* [Exercise details]:
Wherever a line of the records contains "dead", copy that line.

:: Given information

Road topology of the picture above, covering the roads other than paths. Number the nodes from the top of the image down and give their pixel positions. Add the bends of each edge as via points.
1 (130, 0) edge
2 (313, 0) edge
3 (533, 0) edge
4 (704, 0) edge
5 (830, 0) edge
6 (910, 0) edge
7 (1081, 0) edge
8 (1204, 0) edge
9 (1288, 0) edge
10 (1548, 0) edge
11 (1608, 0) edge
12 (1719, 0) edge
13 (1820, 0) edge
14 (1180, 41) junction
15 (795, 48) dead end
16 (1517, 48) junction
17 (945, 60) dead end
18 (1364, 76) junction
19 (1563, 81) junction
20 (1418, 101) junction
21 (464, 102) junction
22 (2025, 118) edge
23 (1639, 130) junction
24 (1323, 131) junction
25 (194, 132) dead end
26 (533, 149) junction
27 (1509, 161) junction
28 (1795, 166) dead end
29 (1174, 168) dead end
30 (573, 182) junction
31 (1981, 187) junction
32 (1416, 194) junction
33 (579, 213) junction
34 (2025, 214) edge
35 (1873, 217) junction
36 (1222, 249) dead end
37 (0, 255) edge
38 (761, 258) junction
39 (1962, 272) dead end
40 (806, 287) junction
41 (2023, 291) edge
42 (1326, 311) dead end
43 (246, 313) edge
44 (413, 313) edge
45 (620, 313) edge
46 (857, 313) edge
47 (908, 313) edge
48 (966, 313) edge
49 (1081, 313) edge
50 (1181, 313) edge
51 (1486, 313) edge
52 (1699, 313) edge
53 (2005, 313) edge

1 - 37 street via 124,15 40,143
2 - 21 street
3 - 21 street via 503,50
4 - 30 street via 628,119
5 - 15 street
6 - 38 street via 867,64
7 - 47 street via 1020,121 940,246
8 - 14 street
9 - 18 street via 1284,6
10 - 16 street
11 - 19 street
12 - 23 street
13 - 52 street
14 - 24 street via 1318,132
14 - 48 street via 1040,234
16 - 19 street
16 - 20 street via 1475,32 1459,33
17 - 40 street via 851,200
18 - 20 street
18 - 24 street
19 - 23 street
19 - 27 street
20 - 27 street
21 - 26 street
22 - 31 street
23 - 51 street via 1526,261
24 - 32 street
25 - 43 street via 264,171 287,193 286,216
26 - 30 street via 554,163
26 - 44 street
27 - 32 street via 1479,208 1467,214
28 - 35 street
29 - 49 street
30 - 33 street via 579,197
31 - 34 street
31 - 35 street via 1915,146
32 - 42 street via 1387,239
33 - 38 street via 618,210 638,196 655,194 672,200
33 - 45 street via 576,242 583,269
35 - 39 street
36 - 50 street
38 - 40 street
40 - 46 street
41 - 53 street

::::

* [Answer box]:
15 (795, 48) dead end
17 (945, 60) dead end
25 (194, 132) dead end
28 (1795, 166) dead end
29 (1174, 168) dead end
36 (1222, 249) dead end
39 (1962, 272) dead end
42 (1326, 311) dead end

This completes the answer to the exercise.